Annual transportation fair set for Thursday

The $42 million Parks Highway widening project between Church and Pittman is seen in this Frontiersman file photo from the summer of 2016. That project and a host of others either planned or
The $42 million Parks Highway widening project between Church and Pittman is seen in this Frontiersman file photo from the summer of 2016. That project and a host of others either planned or ongoing in the borough will be featured at the annual transportation fair, set for Thursday at the Menard Center in Wasilla. Frontiersman file photo

[[with Parks Highway art]]

WASILLA — It is billed as a one-stop shop for transportation projects planned in the Matanuska-Susitna Borough, and this year’s 10th annual Mat-Su Transportation Fair will once again be the place to be for maps, updates and more.

This year’s event, set for Thursday from 3-7 p.m. at the Menard Sports Center in Wasilla, brings together the Alaska Department of Transportation and Public Facilities, the cities of Palmer, Wasilla and Houston, the Alaska Railroad Corp. and the Mat-Su Borough.

Planners hope to provide updates on a range of projects from the current high-profile work on the Parks and Palmer-Wasilla highways, the anticipated upgrades to Knik Goose-Bay Road south of Wasilla or more localized efforts like the borough’s Bodenburg Creek bridge replacement project.

Some 80 projects will be featured, along with booths from transit groups and nonprofits, according to DOT spokesperson Shannon McCarthy, who added that the publically-funded projects represented a construction value in the range of $200-300 million, “with more $100 million for federal fiscal year 2018 alone.”

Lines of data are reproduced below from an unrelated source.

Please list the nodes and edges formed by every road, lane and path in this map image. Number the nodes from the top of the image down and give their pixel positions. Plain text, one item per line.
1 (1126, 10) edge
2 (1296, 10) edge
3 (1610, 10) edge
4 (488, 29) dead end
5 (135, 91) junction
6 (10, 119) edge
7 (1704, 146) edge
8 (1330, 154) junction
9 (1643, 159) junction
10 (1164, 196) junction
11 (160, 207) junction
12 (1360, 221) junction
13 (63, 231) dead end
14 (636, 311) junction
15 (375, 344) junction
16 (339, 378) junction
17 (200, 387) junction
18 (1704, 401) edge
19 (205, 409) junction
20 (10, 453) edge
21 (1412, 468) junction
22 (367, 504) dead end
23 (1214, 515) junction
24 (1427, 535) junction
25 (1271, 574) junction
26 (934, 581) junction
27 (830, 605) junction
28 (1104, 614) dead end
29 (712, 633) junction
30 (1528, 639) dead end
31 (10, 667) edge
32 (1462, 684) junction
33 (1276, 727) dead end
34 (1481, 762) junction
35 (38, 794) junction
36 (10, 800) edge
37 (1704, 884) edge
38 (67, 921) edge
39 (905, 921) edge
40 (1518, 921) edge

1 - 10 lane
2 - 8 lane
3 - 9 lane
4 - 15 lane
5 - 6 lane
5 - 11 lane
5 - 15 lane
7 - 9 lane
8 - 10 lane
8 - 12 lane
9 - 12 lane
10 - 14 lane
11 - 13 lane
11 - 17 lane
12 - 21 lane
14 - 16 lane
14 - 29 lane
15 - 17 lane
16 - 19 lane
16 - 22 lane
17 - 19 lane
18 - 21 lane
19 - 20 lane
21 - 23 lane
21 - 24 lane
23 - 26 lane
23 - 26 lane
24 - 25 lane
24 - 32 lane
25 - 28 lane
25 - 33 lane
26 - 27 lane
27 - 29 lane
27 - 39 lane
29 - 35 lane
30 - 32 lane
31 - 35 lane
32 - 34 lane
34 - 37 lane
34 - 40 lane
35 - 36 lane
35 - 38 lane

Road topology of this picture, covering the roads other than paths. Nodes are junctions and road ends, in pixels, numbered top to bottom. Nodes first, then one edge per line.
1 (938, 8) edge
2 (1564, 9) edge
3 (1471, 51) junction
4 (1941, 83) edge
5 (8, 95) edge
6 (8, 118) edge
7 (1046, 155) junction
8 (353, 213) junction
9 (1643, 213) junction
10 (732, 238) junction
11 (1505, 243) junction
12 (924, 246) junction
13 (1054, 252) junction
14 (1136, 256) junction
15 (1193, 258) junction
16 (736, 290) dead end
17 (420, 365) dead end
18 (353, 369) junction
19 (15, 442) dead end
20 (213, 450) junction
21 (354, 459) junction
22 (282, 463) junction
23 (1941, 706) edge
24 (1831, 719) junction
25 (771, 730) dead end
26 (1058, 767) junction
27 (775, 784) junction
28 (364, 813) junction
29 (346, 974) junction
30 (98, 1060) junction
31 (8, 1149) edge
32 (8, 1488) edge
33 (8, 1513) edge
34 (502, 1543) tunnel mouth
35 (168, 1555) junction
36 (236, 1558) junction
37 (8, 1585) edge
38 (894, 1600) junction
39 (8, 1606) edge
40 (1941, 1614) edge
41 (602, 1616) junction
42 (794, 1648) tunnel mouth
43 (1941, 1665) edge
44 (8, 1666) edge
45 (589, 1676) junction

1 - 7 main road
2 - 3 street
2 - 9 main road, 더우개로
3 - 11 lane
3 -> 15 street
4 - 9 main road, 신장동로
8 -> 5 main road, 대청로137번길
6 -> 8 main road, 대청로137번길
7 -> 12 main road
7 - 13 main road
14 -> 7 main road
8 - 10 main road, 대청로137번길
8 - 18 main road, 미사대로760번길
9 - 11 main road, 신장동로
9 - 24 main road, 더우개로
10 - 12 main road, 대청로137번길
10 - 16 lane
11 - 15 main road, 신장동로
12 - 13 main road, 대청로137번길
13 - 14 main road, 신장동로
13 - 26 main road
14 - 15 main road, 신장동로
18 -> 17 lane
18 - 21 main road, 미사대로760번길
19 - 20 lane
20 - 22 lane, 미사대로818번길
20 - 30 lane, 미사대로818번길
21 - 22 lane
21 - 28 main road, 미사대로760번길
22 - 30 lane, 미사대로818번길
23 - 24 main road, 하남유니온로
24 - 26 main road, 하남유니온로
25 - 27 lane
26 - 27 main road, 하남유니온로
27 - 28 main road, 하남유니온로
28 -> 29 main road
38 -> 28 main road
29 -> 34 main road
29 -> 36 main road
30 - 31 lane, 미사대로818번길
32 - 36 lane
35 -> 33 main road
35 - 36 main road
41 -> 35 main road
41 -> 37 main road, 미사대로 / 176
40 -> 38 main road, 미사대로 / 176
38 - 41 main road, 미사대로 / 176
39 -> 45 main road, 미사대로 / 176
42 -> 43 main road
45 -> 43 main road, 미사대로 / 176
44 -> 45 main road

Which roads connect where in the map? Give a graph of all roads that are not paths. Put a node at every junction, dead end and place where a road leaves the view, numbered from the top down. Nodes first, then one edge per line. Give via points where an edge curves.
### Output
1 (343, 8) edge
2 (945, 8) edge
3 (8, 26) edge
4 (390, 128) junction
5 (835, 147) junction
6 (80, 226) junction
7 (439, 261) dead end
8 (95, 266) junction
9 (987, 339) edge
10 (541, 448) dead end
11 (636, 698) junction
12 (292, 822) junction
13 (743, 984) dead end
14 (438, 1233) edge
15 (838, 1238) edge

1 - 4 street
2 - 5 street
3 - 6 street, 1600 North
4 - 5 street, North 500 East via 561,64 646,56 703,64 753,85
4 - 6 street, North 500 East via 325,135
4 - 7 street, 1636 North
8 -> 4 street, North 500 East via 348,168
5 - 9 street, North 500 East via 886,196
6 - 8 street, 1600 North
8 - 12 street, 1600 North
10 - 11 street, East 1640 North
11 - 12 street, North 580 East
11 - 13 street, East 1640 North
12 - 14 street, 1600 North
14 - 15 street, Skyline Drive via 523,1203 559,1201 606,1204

McCarthy said while federal funding is expected to remain stable, state funding is a different story.

“State funding is likely to be scarcer as Alaska’s economy adjusts to lower oil prices and the resulting lower levels of state revenues,” McCarthy said in a Tuesday press release.

Since the inaugural event in 2007, McCarthy said state and local transportation agencies have invested some $300 million in facility upgrades and completion of transportation network links, adding that the size of the project doesn’t always correspond with the amount of interest from the public.

“We get feedback from so many areas, and it is surprising that often the smaller projects get as much attention from folks as the larger ones do,” she said, adding that at the annual fair “it’s nice to have all these entities in one spot. Often compared with smaller public open houses for individual projects, the fair allows folks the time to stop at different tables and talk about different projects within an area.”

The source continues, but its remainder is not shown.